**PROBLEM TO WORK ON:** Search the records for "from" and copy each line that holds it.

Stored data entries:
-- Opening Marker --

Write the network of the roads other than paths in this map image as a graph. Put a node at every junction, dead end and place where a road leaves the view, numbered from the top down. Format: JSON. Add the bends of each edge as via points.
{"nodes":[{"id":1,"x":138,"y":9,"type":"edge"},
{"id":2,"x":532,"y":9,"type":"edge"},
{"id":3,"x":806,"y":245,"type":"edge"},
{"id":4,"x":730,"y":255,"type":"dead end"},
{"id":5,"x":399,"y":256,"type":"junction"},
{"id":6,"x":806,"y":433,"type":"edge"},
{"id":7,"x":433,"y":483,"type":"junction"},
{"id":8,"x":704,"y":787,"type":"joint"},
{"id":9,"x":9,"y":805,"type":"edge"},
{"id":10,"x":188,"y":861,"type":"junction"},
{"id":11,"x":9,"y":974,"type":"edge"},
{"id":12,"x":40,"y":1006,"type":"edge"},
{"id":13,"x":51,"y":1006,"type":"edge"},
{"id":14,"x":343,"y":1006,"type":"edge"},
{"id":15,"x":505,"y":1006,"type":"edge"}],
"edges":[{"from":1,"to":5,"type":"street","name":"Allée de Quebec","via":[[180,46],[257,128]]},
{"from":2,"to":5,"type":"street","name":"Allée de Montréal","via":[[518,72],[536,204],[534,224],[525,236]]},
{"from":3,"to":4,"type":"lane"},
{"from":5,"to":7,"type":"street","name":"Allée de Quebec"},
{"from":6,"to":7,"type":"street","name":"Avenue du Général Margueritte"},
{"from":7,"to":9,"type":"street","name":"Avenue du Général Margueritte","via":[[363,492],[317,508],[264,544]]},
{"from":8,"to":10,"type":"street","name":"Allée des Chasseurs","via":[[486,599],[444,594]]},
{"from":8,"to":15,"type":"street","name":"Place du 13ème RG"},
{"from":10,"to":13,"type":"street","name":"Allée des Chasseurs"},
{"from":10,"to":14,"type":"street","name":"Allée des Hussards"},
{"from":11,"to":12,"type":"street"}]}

-- Closing Marker --

**SOLUTION TO THIS TASK:**
Write the network of the roads other than paths in this map image as a graph. Put a node at every junction, dead end and place where a road leaves the view, numbered from the top down. Format: JSON. Add the bends of each edge as via points.
"edges":[{"from":1,"to":5,"type":"street","name":"Allée de Quebec","via":[[180,46],[257,128]]},
{"from":2,"to":5,"type":"street","name":"Allée de Montréal","via":[[518,72],[536,204],[534,224],[525,236]]},
{"from":3,"to":4,"type":"lane"},
{"from":5,"to":7,"type":"street","name":"Allée de Quebec"},
{"from":6,"to":7,"type":"street","name":"Avenue du Général Margueritte"},
{"from":7,"to":9,"type":"street","name":"Avenue du Général Margueritte","via":[[363,492],[317,508],[264,544]]},
{"from":8,"to":10,"type":"street","name":"Allée des Chasseurs","via":[[486,599],[444,594]]},
{"from":8,"to":15,"type":"street","name":"Place du 13ème RG"},
{"from":10,"to":13,"type":"street","name":"Allée des Chasseurs"},
{"from":10,"to":14,"type":"street","name":"Allée des Hussards"},
{"from":11,"to":12,"type":"street"}]}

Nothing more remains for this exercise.